David, 12, is one of them. He lost his parents to AIDS a couple of years ago and had to go and live with his elderly grandmother. Life was tough and instead of attending school, he had to spend his days digging for food in the garden.

Hope returned around two years ago when he was taken in by Watoto Child Care Ministries, an orphan care program based in the country’s capital city, Kampala. 


The Watoto Children's Choir on their Australian tour at the Sydney Opera House. PICTURE: Courtesy of the Watoto Children's Choir

One of the 1,200 children that have been cared for by the group, David now has a home and a family as well as the basic practical necessities we all so often take for granted - food, clothes and an education.
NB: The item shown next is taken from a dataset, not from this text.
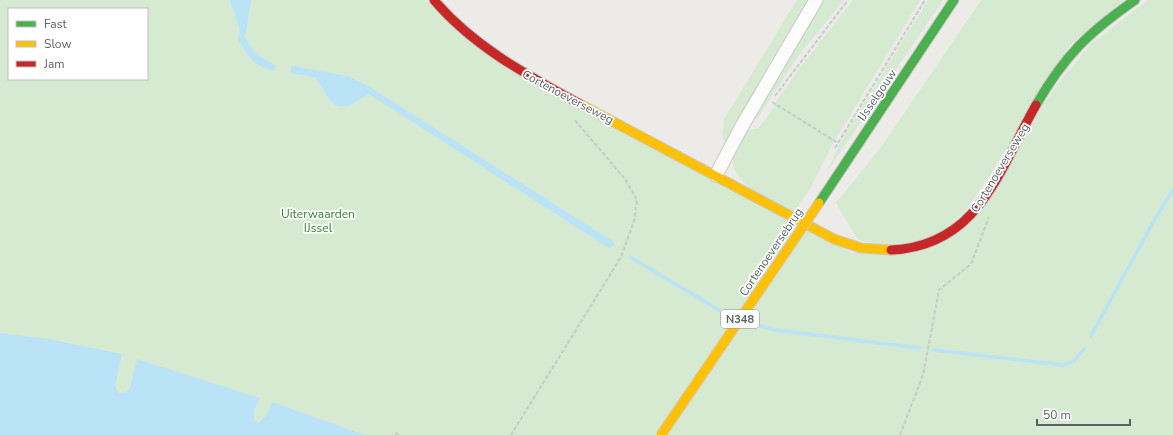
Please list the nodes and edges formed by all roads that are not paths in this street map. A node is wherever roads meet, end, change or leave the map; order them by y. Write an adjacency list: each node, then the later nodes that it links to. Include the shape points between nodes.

He is also one of more than 20 children aged between seven and 13 years who are travelling around Australia with the Watoto Children’s Choir - what the group’s 28-year-old team leader, Adam Harris, calls “the voice and face” of the ministry.

Founded under the umbrella of the Kampala Pentecostal Church, the ministry places children who have lost one or two parents as a result of AIDS in homes inside one of Watoto’s four specially created children’s villages.

“All the kids in the choir are looked after that way,” explains Harris. 

“Basically the idea is that (the choir) is spreading the message of, not just the problem in Uganda, but of the solution that’s been found.”

Watoto’s origins date back to 1983 when two Canadian missionaries - Gary Skinner and his wife Marilyn - along with their three small children felt God told them to establish an English-speaking church in Kampala. Known as the Kampala Pentecostal Church, it has since grown to a congregation of around 12,500 people.

In 1993, the Skinners again felt God prompting them; this time to do something about the many orphans they were seeing in Uganda, primarily as a result of AIDS but also from war.

They subsequently founded Watoto Child Care Ministries (Watoto is Swahili for children) with the aim of providing orphans with a family, shelter, education and health care as well as attending to their spiritual needs.

As part of the ministry, the Skinners also founded the Watoto Children’s Choir, born with the aim of highlighting the plight of not just Ugandan children, but that of millions of children from right across Africa who have lost parents to AIDS.

In January, the choir kicked a six month tour of Australia and New Zealand. To date, it has included performances at churches, schools, shopping centres and at community events in Queensland, New South Wales, Victoria and Tasmania as well as New Zealand.

Previous choirs (each choir is made up of different children) have visited the United States, Canada and the United Kingdom and while the group has previously visited Australia on a leg of last year’s US tour, this represents its first national tour of the country.

Harris first encountered Watoto when visiting Uganda in 2001 on a mission trip with Brisbane’s Gateway Baptist Church.


Sisters and choir members Joan and Janet. PICTURE: Courtesy of Watoto Children's Choir.

“We were amongst the first group of Australians to see Watoto back in 2001,” he explains.

“We went over on a trip that was primarily medically-based - I’m a dentist. The group of us that went there - we’d seen a lot of projects - but Watoto was just one out of the bag in some ways. It was unlike anything we’d ever seen. We were just so amazed.”

Harris returned to Uganda last year on another medical trip and while there was asked if he and his wife, Fiona, like to be a team leader for the choir.

He has since left working as a dentist and is now travelling with the choir on a bus as it travels around the country.

Harris says that as well as promoting the work of Watoto and the situation in Uganda, the choir is also about exposing the children to a range of experiences they would not normally be involved in.

“It’s life-changing,” he says. “It opens their eyes up to so many things that otherwise they would never come into contact with.”

For David - a David Beckham fan who hopes to be a professional soccer player one day - it’s Australia’s beaches that have proved most attractive.

Asked what he likes best about this country, David’s answer is immediate: “Swimming”.